Danach gönnte sich der SSC eine kleine Auszeit, in der man die eingangs angesprochene fehlende Frische deutlich erkennen konnte. Und Hamburg zog relativ souverän durch. Beim 17:20 verschlug SSC-Zuspielerin Denise Hanke einen Aufschlag, danach folgten zwei Fehler von Mira Topic zur 23:17-Führung für Aurubis. Da hatte Schwerins Coach ein Einsehen mit seiner Außenangreiferin und schickte Julia Retzlaff aufs Feld. Der Satz war aber weg.

Doch in Durchgang drei präsentierte sich der Gastgeber erneut hellwach. Das Team von Trainer Jean-Pierre Staelens war restlos überfordert. Es ging einfach zu schnell, ob über Außen, Diagonal oder die Mitte. Der SSC schaltete und waltete, wie er wollte. Im darauffolgenden Durchgang sollte es eigentlich eine klare Angelegenheit für den Meister sein. Schnell gingen die DVV-Pokalfinalistinnen über 12:6 in Front. Kapitän Julia Retzlaff holte mit zwei Punkten in Folge zum 24:19 die Matchbälle heraus. Allerdings machte es der SSC dann doch noch spannend. Die 1211 Zuschauer kamen jedenfalls auf ihre Kosten. Vier Matchbälle wehrten die Hansestädterinnen ab. Als VTA-Angreiferin Julia Hero einen Angriff ins Aus zog, war der 3:1-Erfolg für den SSC perfekt. "Wir wussten, dass wir hier ein sehr hohes Niveau spielen müssen, um zu bestehen. Schwerin ist in den letzten Wochen gewachsen. Aber ich denke die Zuschauer haben gesehen, dass das bei uns auch so ist. Aber Schwerin war in den entscheidenden Momenten besser", so Jean-Pierre Staelens, der auf SSC-Seite Anne Buijs als beste Spielerin auszeichnete.
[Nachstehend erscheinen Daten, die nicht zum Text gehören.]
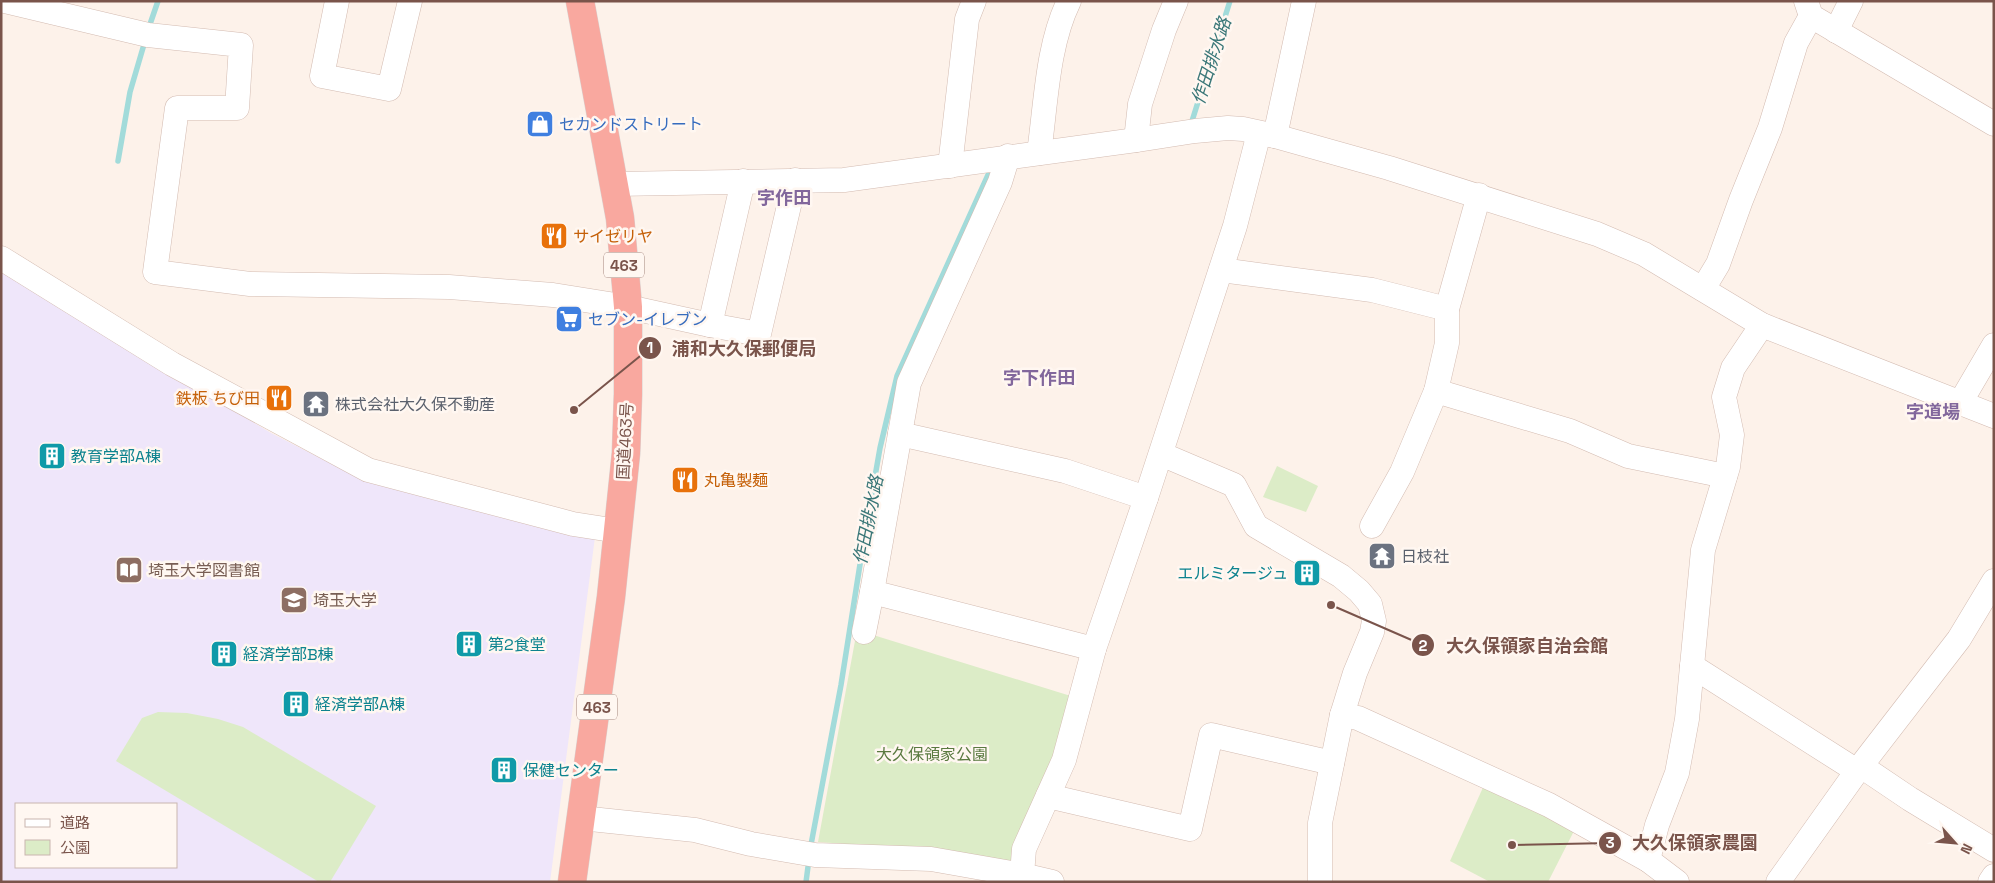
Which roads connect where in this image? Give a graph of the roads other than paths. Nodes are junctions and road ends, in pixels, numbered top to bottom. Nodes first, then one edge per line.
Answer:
1 (5, 1) edge
2 (337, 1) edge
3 (410, 1) edge
4 (974, 1) edge
5 (1069, 1) edge
6 (1176, 1) edge
7 (1304, 1) edge
8 (1851, 1) edge
9 (581, 2) edge
10 (1808, 9) edge
11 (1836, 30) junction
12 (1994, 124) edge
13 (1267, 134) junction
14 (1136, 140) junction
15 (1039, 153) junction
16 (1008, 156) junction
17 (950, 166) junction
18 (795, 180) junction
19 (743, 181) junction
20 (615, 184) junction
21 (1479, 196) junction
22 (1, 258) edge
23 (1221, 270) junction
24 (1703, 290) junction
25 (628, 306) junction
26 (1447, 309) junction
27 (710, 325) junction
28 (1762, 325) junction
29 (1994, 345) edge
30 (1436, 391) junction
31 (1960, 403) junction
32 (1994, 416) edge
33 (900, 434) junction
34 (1161, 454) junction
35 (1725, 476) junction
36 (1146, 498) junction
37 (1372, 526) dead end
38 (618, 531) junction
39 (1994, 581) edge
40 (872, 592) junction
41 (864, 632) dead end
42 (1094, 649) junction
43 (1692, 666) junction
44 (1342, 715) junction
45 (1332, 762) junction
46 (1859, 768) junction
47 (1048, 796) junction
48 (580, 818) junction
49 (1994, 850) edge
50 (1662, 874) edge
51 (1994, 876) edge
52 (1021, 878) edge
53 (572, 882) edge
54 (1052, 882) edge
55 (1320, 882) edge
56 (1778, 882) edge
57 (1990, 882) edge

1 - 25 street
2 - 3 street
4 - 17 street
5 - 15 street
6 - 14 street
7 - 13 street
8 - 11 street
9 - 20 highway, 国道463号 / 463
10 - 11 street
10 - 24 street
11 - 12 street
13 - 14 street
13 - 21 street
13 - 23 street
14 - 15 street
15 - 16 street
16 - 17 street
16 - 33 street
17 - 18 street
18 - 19 street
18 - 27 street
19 - 20 street
19 - 27 street
20 - 25 highway, 国道463号 / 463
21 - 24 street
21 - 26 street
22 - 38 street
23 - 26 street
23 - 34 street
24 - 28 street
25 - 27 street
25 - 38 highway, 国道463号 / 463
26 - 30 street
28 - 31 street
28 - 35 street
29 - 31 street
30 - 35 street
30 - 37 street
31 - 32 street
33 - 36 street
33 - 40 street
34 - 36 street
34 - 44 street
35 - 43 street
36 - 42 street
38 - 48 highway, 国道463号 / 463
39 - 46 street
40 - 41 street
40 - 42 street
42 - 47 street
43 - 46 street
43 - 50 street
44 - 45 street
44 - 50 street
45 - 47 street
45 - 55 street
46 - 49 street
46 - 56 street
47 - 52 street
48 - 52 street
48 - 53 highway, 国道463号 / 463
51 - 57 street
52 - 54 street

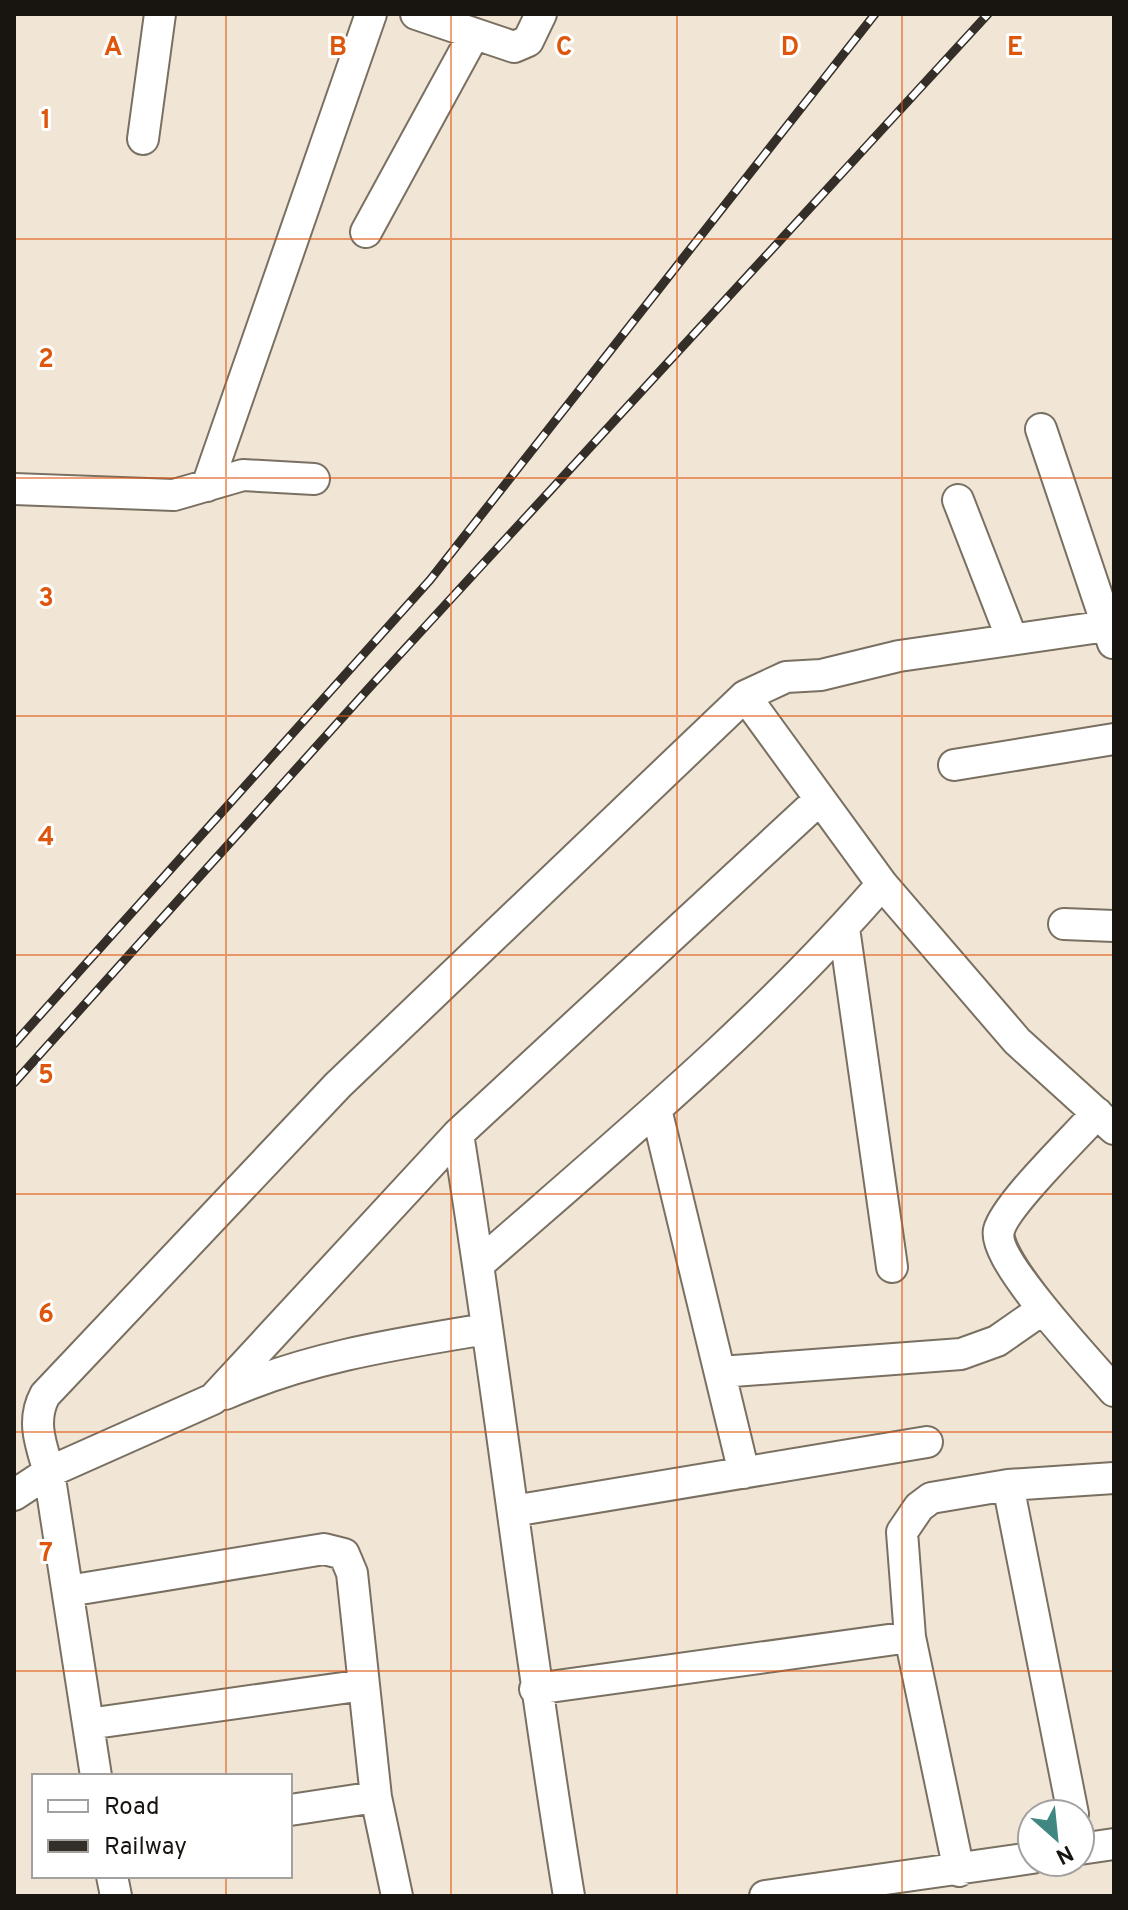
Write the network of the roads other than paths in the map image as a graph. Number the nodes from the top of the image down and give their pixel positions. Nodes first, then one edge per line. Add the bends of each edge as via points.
1 (160, 14) edge
2 (371, 14) edge
3 (416, 14) edge
4 (541, 14) edge
5 (473, 36) junction
6 (143, 139) dead end
7 (366, 232) dead end
8 (1041, 429) dead end
9 (314, 479) dead end
10 (207, 486) junction
11 (14, 489) edge
12 (958, 500) dead end
13 (1111, 632) edge
14 (1012, 639) junction
15 (745, 696) junction
16 (1114, 739) edge
17 (954, 765) dead end
18 (820, 799) junction
19 (882, 884) junction
20 (1064, 924) dead end
21 (1114, 926) edge
22 (844, 928) junction
23 (656, 1109) junction
24 (1105, 1121) edge
25 (458, 1134) junction
26 (479, 1264) junction
27 (892, 1267) dead end
28 (1043, 1309) junction
29 (486, 1329) junction
30 (720, 1372) junction
31 (1114, 1391) edge
32 (213, 1399) junction
33 (927, 1442) dead end
34 (49, 1472) junction
35 (744, 1473) junction
36 (1114, 1478) edge
37 (1008, 1485) junction
38 (14, 1495) edge
39 (513, 1511) junction
40 (68, 1591) junction
41 (910, 1637) junction
42 (364, 1685) junction
43 (535, 1689) junction
44 (88, 1724) junction
45 (96, 1774) edge
46 (376, 1797) junction
47 (1070, 1798) edge
48 (292, 1810) edge
49 (1016, 1861) edge
50 (959, 1871) junction
51 (397, 1896) edge
52 (569, 1896) edge
53 (765, 1896) edge

1 - 6 street
2 - 10 street
3 - 5 street
4 - 5 street via 522,45
5 - 7 street
8 - 13 street
9 - 10 street via 243,475
10 - 11 street via 174,495
12 - 14 street
13 - 14 street
14 - 15 street via 899,656 830,674 786,677
15 - 18 street
15 - 34 street via 338,1085 45,1395 36,1422
16 - 17 street
18 - 19 street
18 - 25 street
19 - 22 street
19 - 24 street via 1017,1041
20 - 21 street
22 - 23 street
22 - 27 street
23 - 26 street
23 - 30 street
24 - 28 street via 999,1228 1001,1252
25 - 26 street
25 - 32 street
26 - 29 street
28 - 30 street via 997,1341 961,1354
28 - 31 street
29 - 32 street via 360,1350 273,1373
29 - 39 street
30 - 35 street
32 - 34 street
33 - 35 street
34 - 38 street
34 - 40 street
35 - 39 street
36 - 37 street
37 - 41 street via 931,1498 911,1517 901,1547
37 - 47 street
39 - 43 street
40 - 42 street via 335,1549 344,1554 352,1573
40 - 44 street
41 - 43 street
41 - 50 street
42 - 44 street
42 - 46 street
43 - 52 street
44 - 45 street
46 - 48 street
46 - 51 street
49 - 50 street
50 - 53 street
Hamburgs Trainer schickte zugleich noch ein paar freundschaftliche Grüße an den SSC: "Ganz Hamburg wird am Dienstagabend die Daumen drücken." Denn morgen um 19 Uhr trifft der SSC in der heimischen Arena im Viertelfinal-Rückspiel des CEV-Pokals auf Busto Arsizio. "Ich hoffe, das wir 2000 Zuschauer bekommen", so Schwerins Trainer.